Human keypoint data
____________________
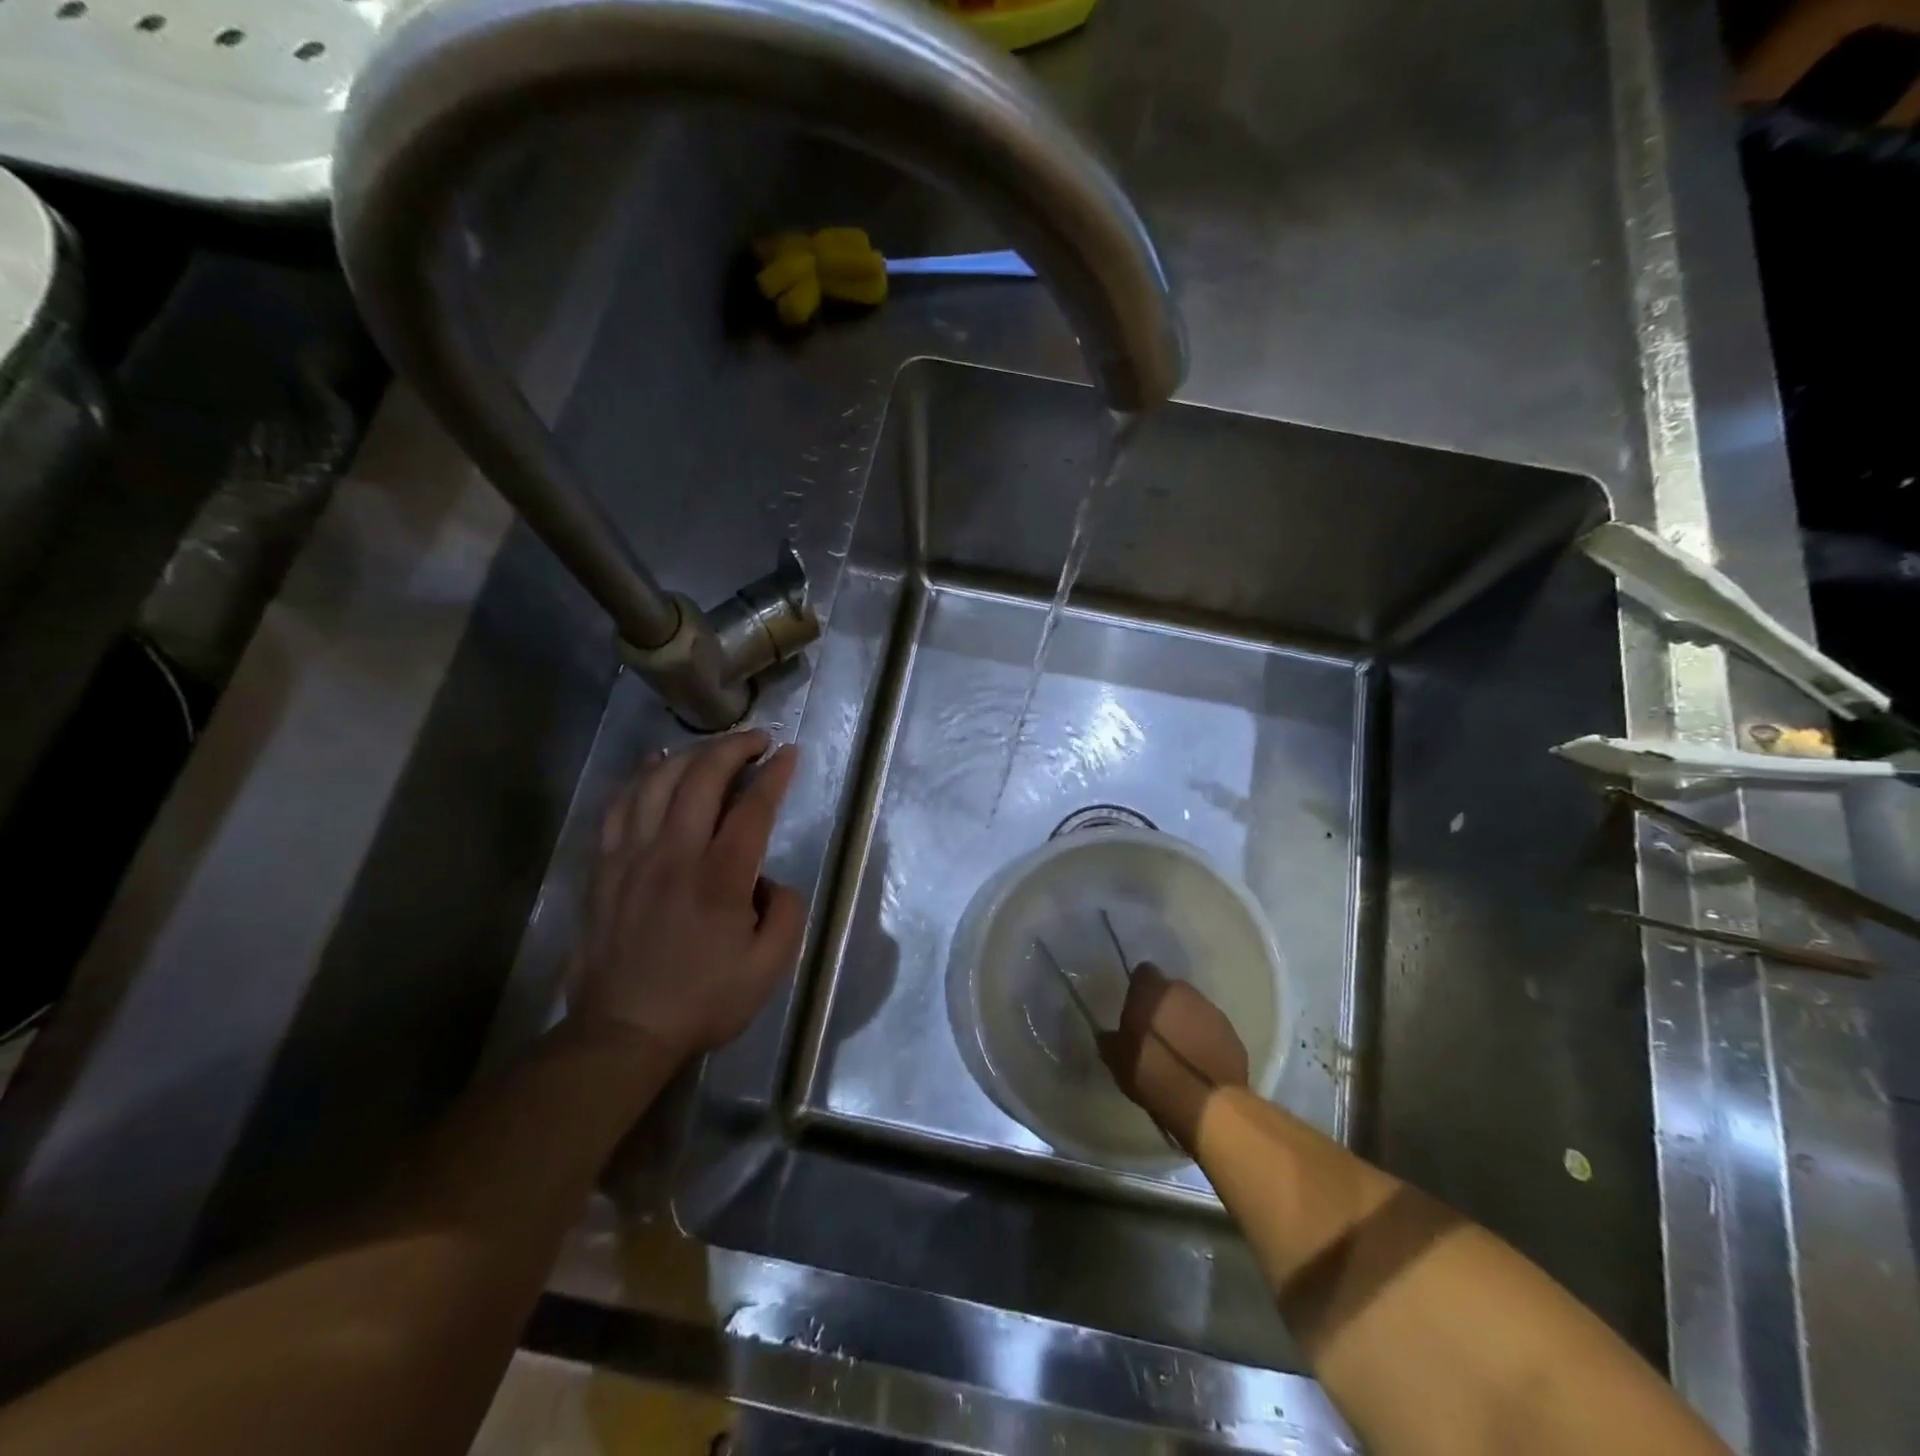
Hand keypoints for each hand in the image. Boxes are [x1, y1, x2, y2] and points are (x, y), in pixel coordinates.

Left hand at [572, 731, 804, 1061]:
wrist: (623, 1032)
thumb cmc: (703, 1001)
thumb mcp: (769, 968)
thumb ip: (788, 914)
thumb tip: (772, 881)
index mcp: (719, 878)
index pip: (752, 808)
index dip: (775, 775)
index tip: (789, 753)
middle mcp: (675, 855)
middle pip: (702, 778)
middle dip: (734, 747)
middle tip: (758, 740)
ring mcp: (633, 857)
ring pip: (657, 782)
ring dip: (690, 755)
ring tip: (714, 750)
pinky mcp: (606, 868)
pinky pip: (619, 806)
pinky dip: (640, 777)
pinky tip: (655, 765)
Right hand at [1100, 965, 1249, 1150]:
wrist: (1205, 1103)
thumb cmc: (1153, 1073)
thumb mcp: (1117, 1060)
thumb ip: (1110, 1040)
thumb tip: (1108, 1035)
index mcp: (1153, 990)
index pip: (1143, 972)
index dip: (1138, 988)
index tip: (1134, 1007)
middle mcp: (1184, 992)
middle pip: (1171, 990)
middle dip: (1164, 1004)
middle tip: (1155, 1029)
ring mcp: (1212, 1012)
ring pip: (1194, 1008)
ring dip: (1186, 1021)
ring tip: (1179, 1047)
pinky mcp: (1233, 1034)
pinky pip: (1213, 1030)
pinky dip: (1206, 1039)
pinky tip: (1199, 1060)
____________________
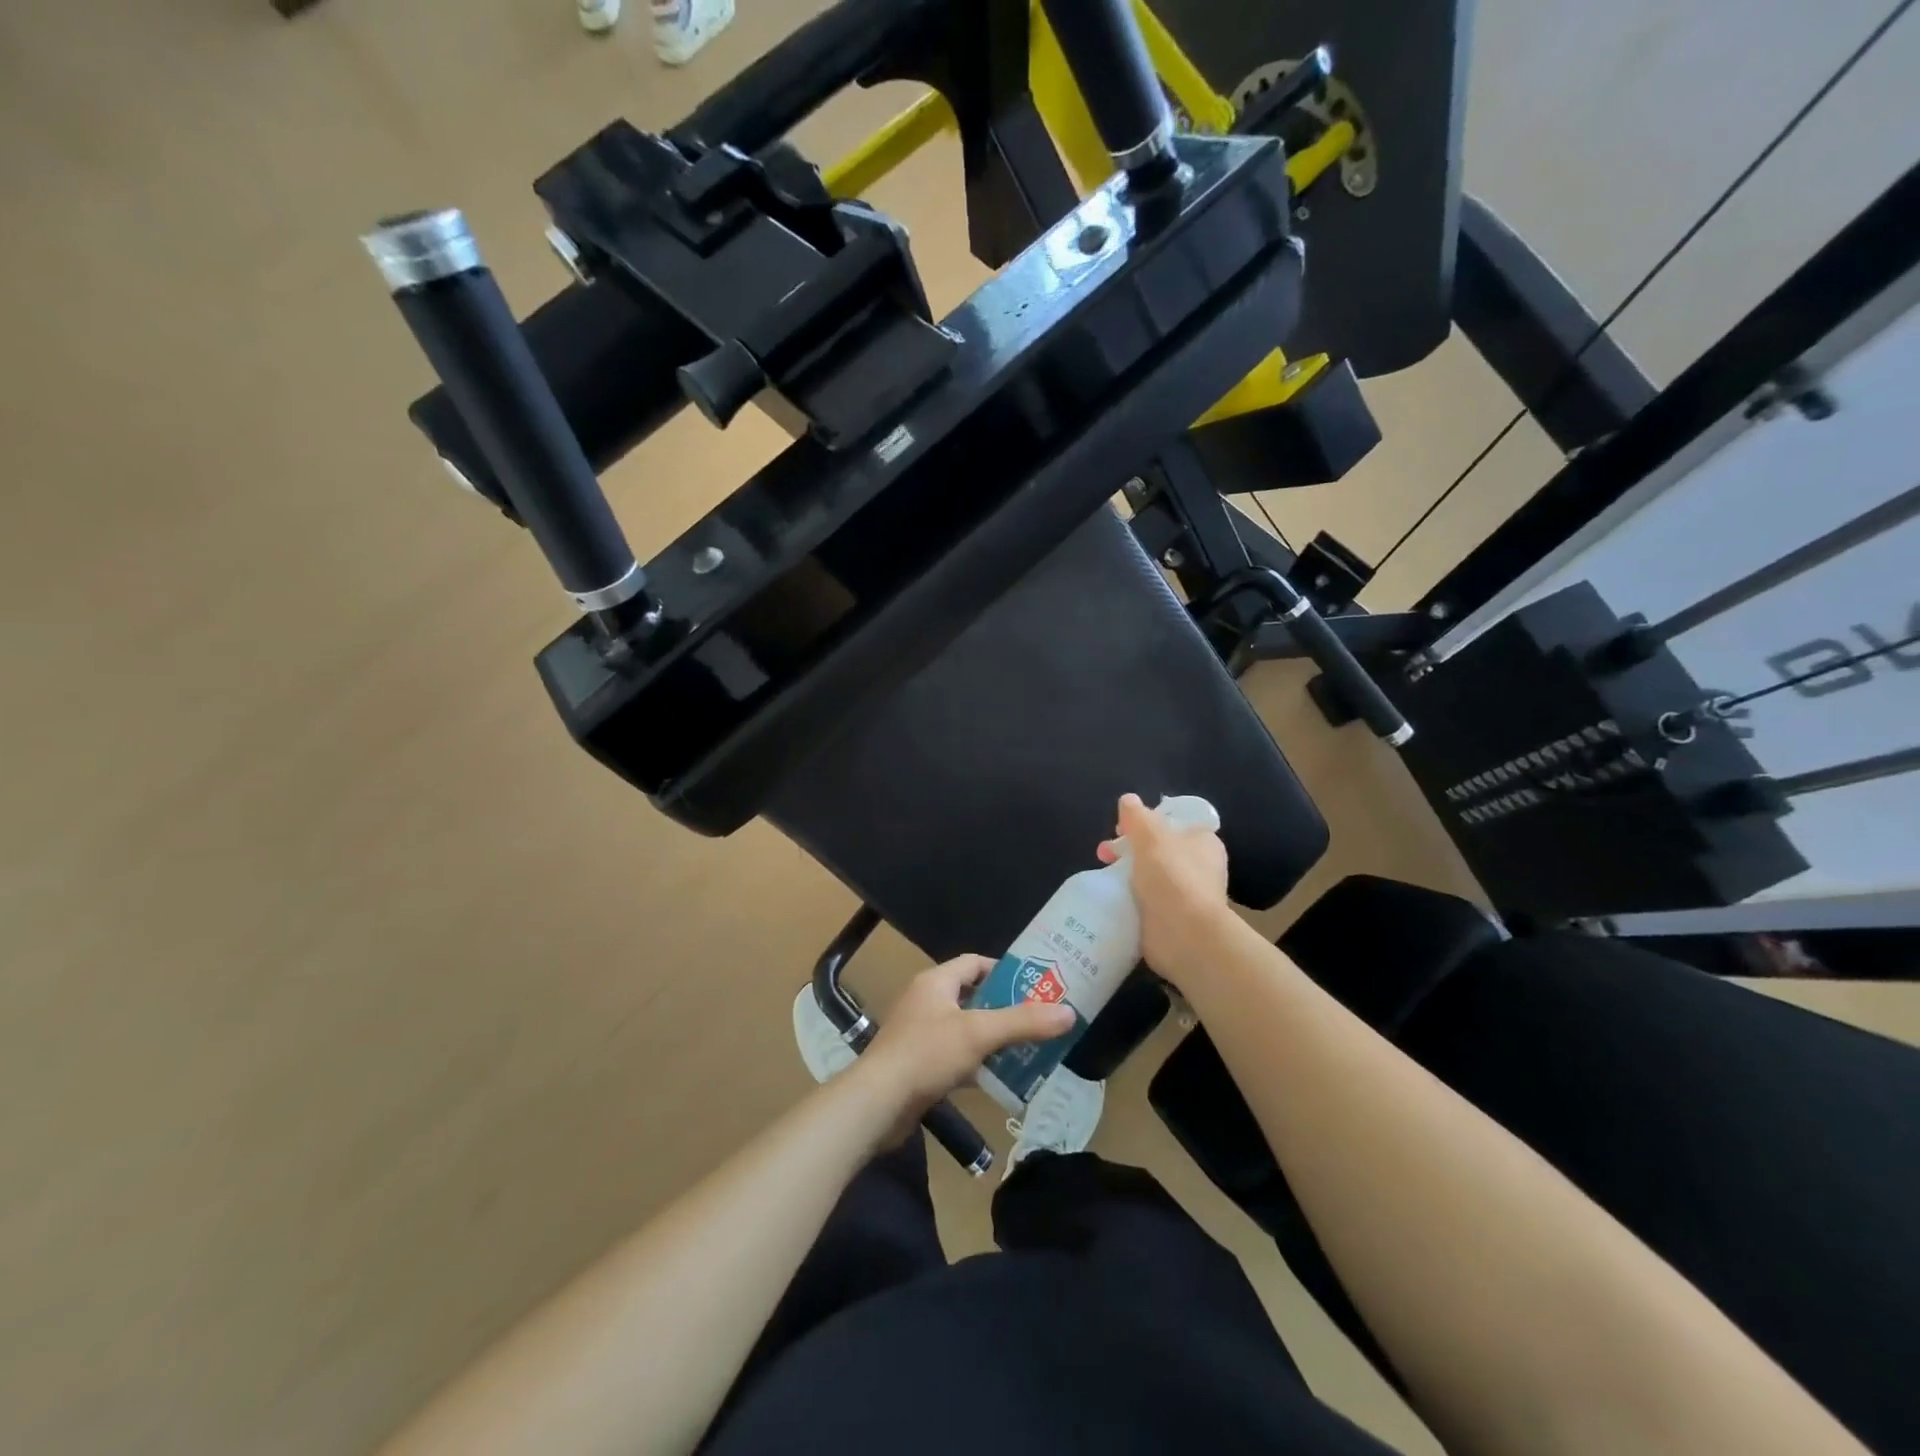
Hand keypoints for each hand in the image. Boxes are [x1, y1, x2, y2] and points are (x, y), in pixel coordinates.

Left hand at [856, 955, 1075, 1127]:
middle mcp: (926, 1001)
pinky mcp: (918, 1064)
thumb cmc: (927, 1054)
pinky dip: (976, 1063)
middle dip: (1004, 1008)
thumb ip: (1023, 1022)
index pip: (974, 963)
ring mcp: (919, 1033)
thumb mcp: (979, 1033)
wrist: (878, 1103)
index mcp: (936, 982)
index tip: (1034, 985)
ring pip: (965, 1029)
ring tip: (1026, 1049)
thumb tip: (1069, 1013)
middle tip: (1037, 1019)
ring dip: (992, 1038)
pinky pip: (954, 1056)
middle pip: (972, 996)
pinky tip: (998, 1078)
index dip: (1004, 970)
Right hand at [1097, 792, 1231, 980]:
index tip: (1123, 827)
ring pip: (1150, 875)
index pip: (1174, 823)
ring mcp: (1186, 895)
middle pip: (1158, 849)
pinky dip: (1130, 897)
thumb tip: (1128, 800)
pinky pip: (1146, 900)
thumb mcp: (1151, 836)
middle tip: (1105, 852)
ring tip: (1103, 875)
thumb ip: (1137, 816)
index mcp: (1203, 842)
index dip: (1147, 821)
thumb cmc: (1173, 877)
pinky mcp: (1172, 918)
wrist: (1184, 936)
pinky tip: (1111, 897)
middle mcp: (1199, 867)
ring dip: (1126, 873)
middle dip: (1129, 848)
____________________
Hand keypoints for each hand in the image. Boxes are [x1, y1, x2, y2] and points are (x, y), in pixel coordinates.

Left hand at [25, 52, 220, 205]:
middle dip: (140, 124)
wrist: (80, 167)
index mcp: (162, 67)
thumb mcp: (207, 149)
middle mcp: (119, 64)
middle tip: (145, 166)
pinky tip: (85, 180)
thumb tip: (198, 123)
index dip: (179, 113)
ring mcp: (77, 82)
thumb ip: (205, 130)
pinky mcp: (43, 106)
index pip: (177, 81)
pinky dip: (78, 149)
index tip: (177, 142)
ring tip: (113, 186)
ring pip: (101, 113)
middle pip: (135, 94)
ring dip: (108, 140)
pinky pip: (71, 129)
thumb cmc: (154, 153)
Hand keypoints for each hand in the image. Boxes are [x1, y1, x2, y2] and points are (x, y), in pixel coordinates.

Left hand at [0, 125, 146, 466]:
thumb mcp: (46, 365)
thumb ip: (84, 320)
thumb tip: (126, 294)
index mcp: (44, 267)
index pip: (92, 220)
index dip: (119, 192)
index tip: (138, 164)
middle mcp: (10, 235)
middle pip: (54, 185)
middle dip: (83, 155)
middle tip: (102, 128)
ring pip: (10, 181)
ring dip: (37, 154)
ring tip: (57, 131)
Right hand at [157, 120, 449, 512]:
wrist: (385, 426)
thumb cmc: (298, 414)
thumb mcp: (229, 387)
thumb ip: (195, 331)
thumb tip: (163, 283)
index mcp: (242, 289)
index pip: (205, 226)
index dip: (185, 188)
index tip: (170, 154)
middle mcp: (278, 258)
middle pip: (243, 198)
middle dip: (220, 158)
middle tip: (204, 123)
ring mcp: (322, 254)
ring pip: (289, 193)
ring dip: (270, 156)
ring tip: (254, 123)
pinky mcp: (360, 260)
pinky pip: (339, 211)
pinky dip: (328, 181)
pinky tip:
____________________
* [WHAT YOU WILL DO] Write out, from the lines above, only those from the line with "pinky dip: (1130, 897)" to the line with "middle dip: (1129, 848)", exactly as given, including the first and the last.

* [RESULT]
pinky dip: (1130, 897)
thumb tip: (1128, 800)
pinky pip: (1146, 900)
thumb mcp: (1151, 836)
middle tip: (1105, 852)
ring tip: (1103, 875)
thumb ip: (1137, 816)
index mcp: (1203, 842)
index dip: (1147, 821)
thumb cmc: (1173, 877)
pinky mcp: (1172, 918)
wrist: (1184, 936)
pinky tip: (1111, 897)
middle mcp: (1199, 867)
ring dip: (1126, 873)
middle dip: (1129, 848)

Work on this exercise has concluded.